In the case of the collapse of UK based mortgage provider Market Financial Solutions, the same underlying loans were allocated to more than one funding trust, overstating collateral and undermining the integrity of investor reporting.
While this has not yet been observed in the Australian market, the reaction from funders, trustees and governance stakeholders has been immediate, highlighting the importance of interconnectedness between key stakeholders. Stakeholders now expect that asset allocation and cash flows behave as intended across the entire enterprise, while issuers who can respond clearly are finding that it supports confidence and continuity. Those who cannot may face questions about how their structures operate in practice.
Where existing frameworks leave a gap
Most securitisation assurance frameworks were designed to provide confidence at the level of an individual trust – primarily at their creation – through eligibility criteria engagements. There is an inherent assumption that the loans within the trusts exist and meet the requirement to be pledged to the trusts in question. While they are effective in that context, they are not typically built to identify inconsistencies that emerge across multiple funding vehicles.
While each trust may reconcile internally, and reporting and controls may seem appropriate, duplication or misallocation can still exist at an enterprise level if the underlying data, tagging or allocation processes are not aligned across the system.
In practical terms, this can arise through duplicated loan IDs, inconsistent tagging logic, or reallocation of loans between funding vehicles without appropriate reconciliation.
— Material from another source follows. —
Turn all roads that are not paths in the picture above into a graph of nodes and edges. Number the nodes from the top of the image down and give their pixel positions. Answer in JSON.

Over time, these issues can compound without being visible through standard reporting.
The constraint in all of this is cash. A duplicated loan cannot generate duplicated cash. Unless supported by unusually sophisticated manipulation, any misallocation should ultimately surface through misalignment between loan balances, trust positions and borrower cash flows. The difficulty is that this only becomes visible if those relationships are tested.
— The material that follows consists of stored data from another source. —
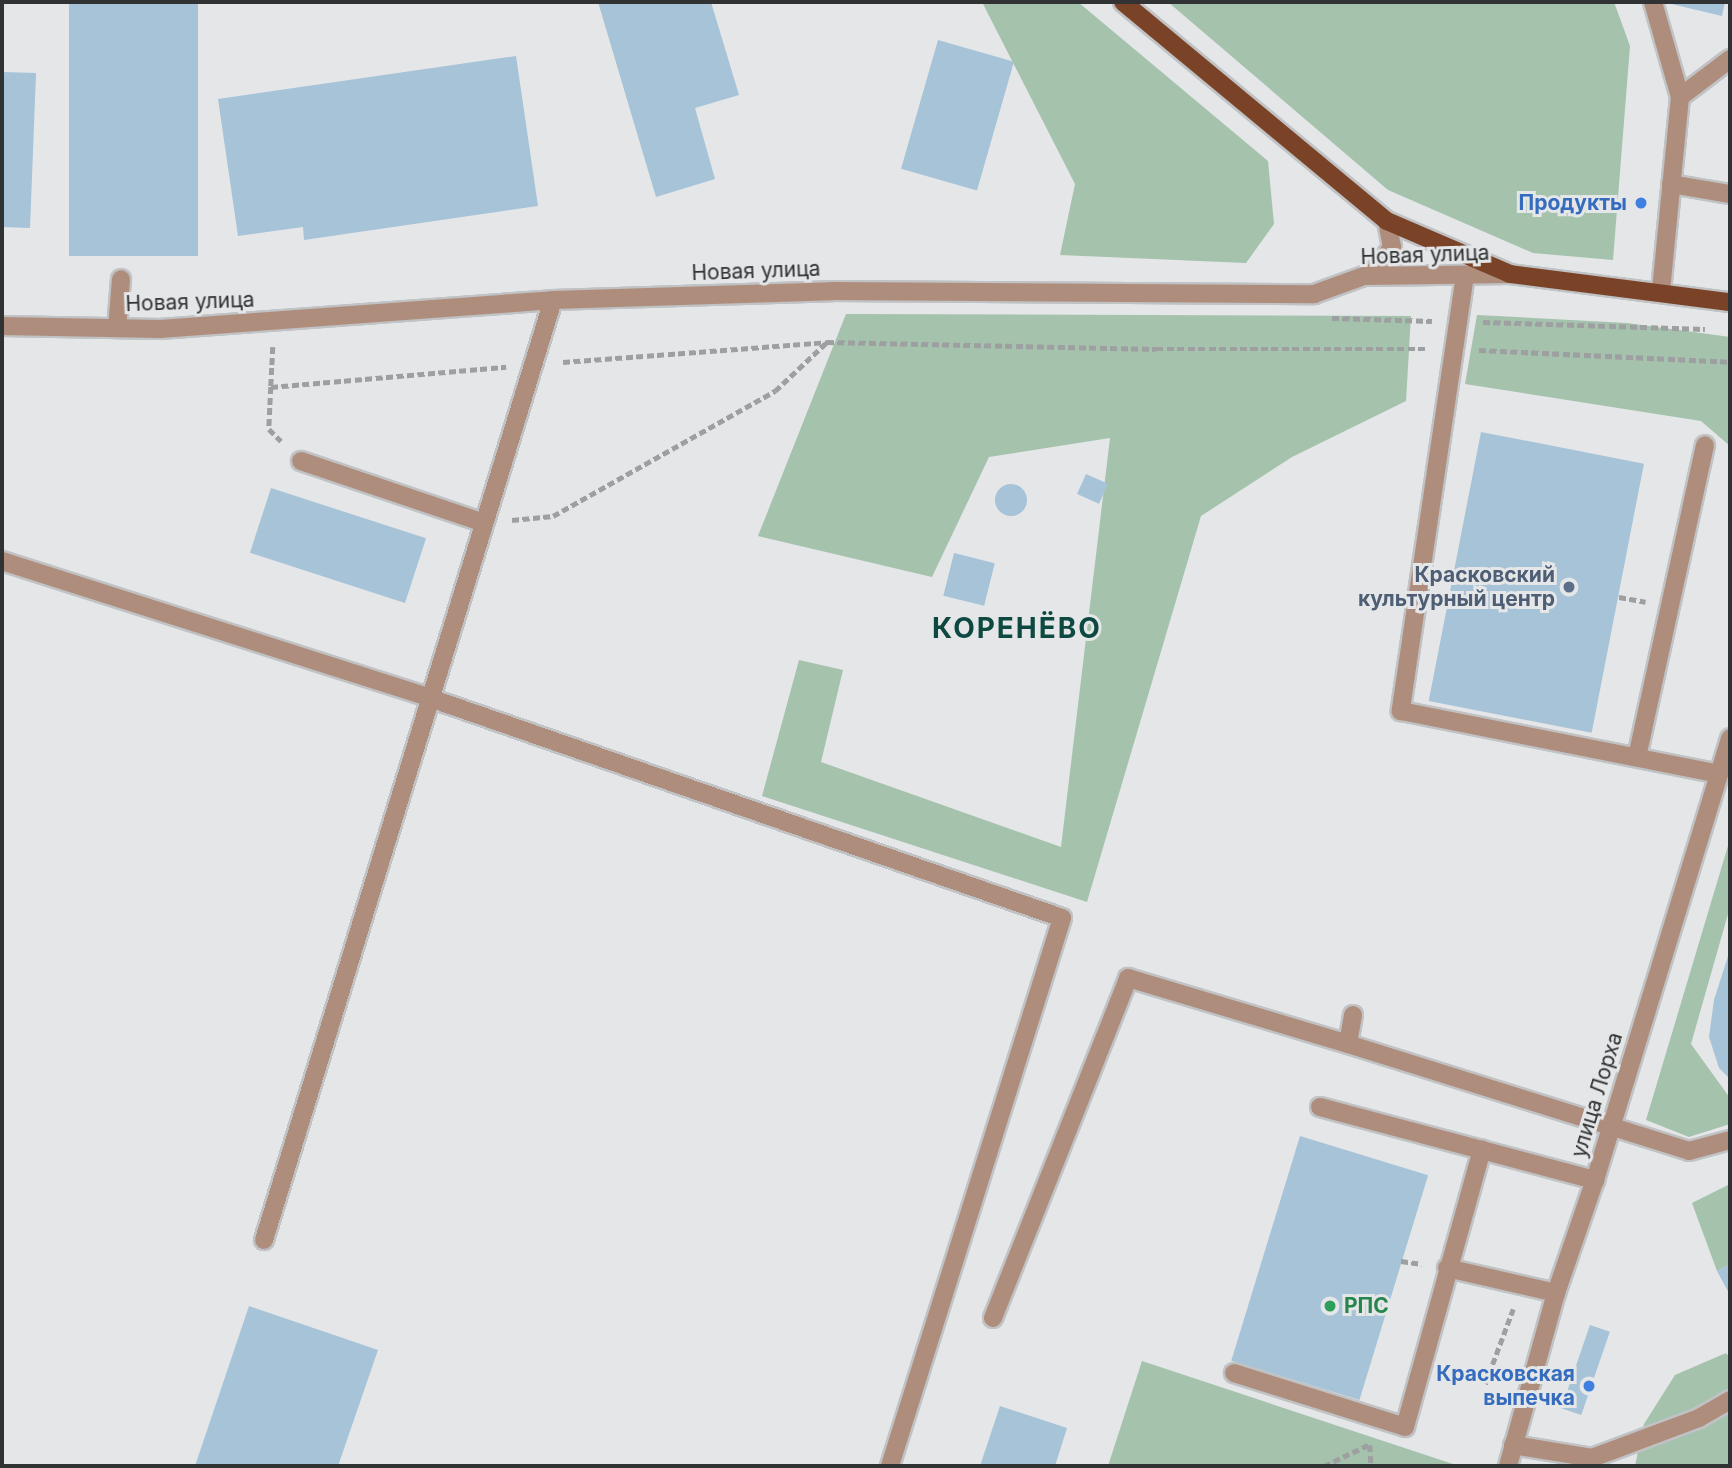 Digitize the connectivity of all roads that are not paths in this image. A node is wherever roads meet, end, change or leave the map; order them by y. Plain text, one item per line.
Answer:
1 (1123, 2) edge
2 (1653, 2) edge
3 (1730, 59) edge
4 (1680, 97) junction
5 (1671, 184) junction
6 (1730, 194) edge
7 (1387, 221) junction
8 (1510, 274) junction
9 (1465, 275) junction
10 (1364, 276) junction
11 (121, 279) dead end
12 (1661, 292) junction
13 (553, 300) junction
14 (1730, 302) edge
15 (2, 326) edge
16 (117, 328) junction
17 (1705, 445) dead end
18 (301, 461) road end
19 (484, 523) junction
20 (2, 561) edge
21 (430, 698) junction
22 (1730, 738) edge
23 (1637, 757) junction
24 (1719, 774) junction
25 (1353, 1015) dead end
26 (1349, 1044) junction
27 (1320, 1107) dead end
28 (1612, 1124) junction
29 (1730, 1140) edge
30 (1482, 1150) junction
31 (1595, 1180) junction
32 (264, 1240) dead end
33 (1447, 1268) junction
34 (1556, 1293) junction
35 (992, 1318) dead end
36 (1234, 1373) dead end
37 (1730, 1399) edge
38 (1513, 1445) junction
39 (890, 1466) edge
40 (1508, 1466) edge

1 - 7 main road, Новая улица
2 - 4 street
3 - 4 street
4 - 5 street
5 - 6 street
5 - 12 street
7 - 8 main road, Новая улица
7 - 10 street
8 - 9 street, Новая улица
8 - 12 main road, Новая улица
9 - 10 street, Новая улица
9 - 23 street
10 - 13 street, Новая улица
11 - 16 street
12 - 14 main road, Новая улица
13 - 16 street, Новая улица
13 - 19 street
15 - 16 street, Новая улица
17 - 23 street
18 - 19 street
19 - 21 street
20 - 21 street
21 - 32 street
21 - 39 street
22 - 24 street, улица Лорха
23 - 24 street
24 - 28 street, улица Лорха
25 - 26 street
26 - 28 street
26 - 35 street
27 - 30 street
28 - 29 street
28 - 31 street, улица Лорха
30 - 31 street
30 - 33 street
31 - 34 street, улица Лорха
33 - 34 street
33 - 36 street
34 - 38 street, улица Лорха
37 - 38 street
38 - 40 street, улица Лорха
A practical response: targeted, enterprise-wide validation
In response, domestic issuers are implementing targeted procedures designed to test three linked areas: the completeness of the loan population, the integrity of allocation across funding structures, and the alignment of cash flows with recorded positions.
The starting point is establishing a single, complete and internally consistent loan book. This involves reconciling the full loan population to independent sources such as the general ledger and applying analytics to identify duplication, anomalies, or inconsistencies in loan and borrower attributes.
Focus then shifts to allocation. Procedures are applied to identify loans that appear more than once, or that are associated with multiple funding trusts. Patterns in payment instructions or account linkages can also provide indicators of inconsistency.
The third element is cash and timely allocation of payments. Tracing payments from borrower to collection accounts, through to the relevant funding structures allows recorded positions to be tested against reality. Any inconsistencies that exist should be explained through timing differences, unallocated receipts or behaviour that does not align with reported arrears. A key area of testing is identifying and understanding any items that have not been reconciled in a timely manner.
Taken together these steps move the analysis beyond individual trusts and create an enterprise view that links loans, allocations, and cash.
Delivering evidence, not assumptions
In practice, this work is being delivered through agreed upon procedures engagements. This provides clear and transparent evidence over specific risk indicators. The advantage of this approach is that it is both targeted and scalable. Procedures can be aligned to the structure and complexity of the funding model, and results can be shared directly with funders, trustees, and other stakeholders as part of ongoing discussions
What this means for issuers, governance and external reporting
Trust-level comfort – while necessary – is no longer sufficient on its own. There is an increasing expectation that issuers can demonstrate how their structures operate in practice across the full portfolio, with this arising from internal and external stakeholders.
For many organisations, this is less about identifying a specific issue and more about addressing a visibility gap. Systems and controls may be operating as intended but have not previously been tested in a way that brings together loan populations, allocation logic, and cash behaviour. Issuers that can demonstrate practical testing clearly will be better positioned in an environment where scrutiny is increasing.
How we are supporting clients
Grant Thornton works with securitisation issuers to respond to these developments in a practical and commercially focused way. Issuers, service providers, and funders want evidence that can be used in discussions with funders and trustees, and that stand up to external scrutiny. Our approach centres on designing and executing targeted procedures that address these areas, supported by analytics and cash tracing that link loan data to observed outcomes.
Moving forward
There is now a clear market shift, and domestic expectations have moved from reliance on structure to a requirement for evidence – a shift unlikely to reverse. As a result, issuers are required to assess how quickly clarity can be established over how their structures behave in practice.
Addressing that question does not require a wholesale redesign of systems or processes. In many cases, a focused diagnostic or targeted validation exercise can be performed with limited disruption. The value lies in bringing together data, allocation and cash into a single, coherent view.
Organisations that take a proactive approach are already seeing the benefit in their funding discussions. Those that wait may find that the question is asked of them in a more formal setting.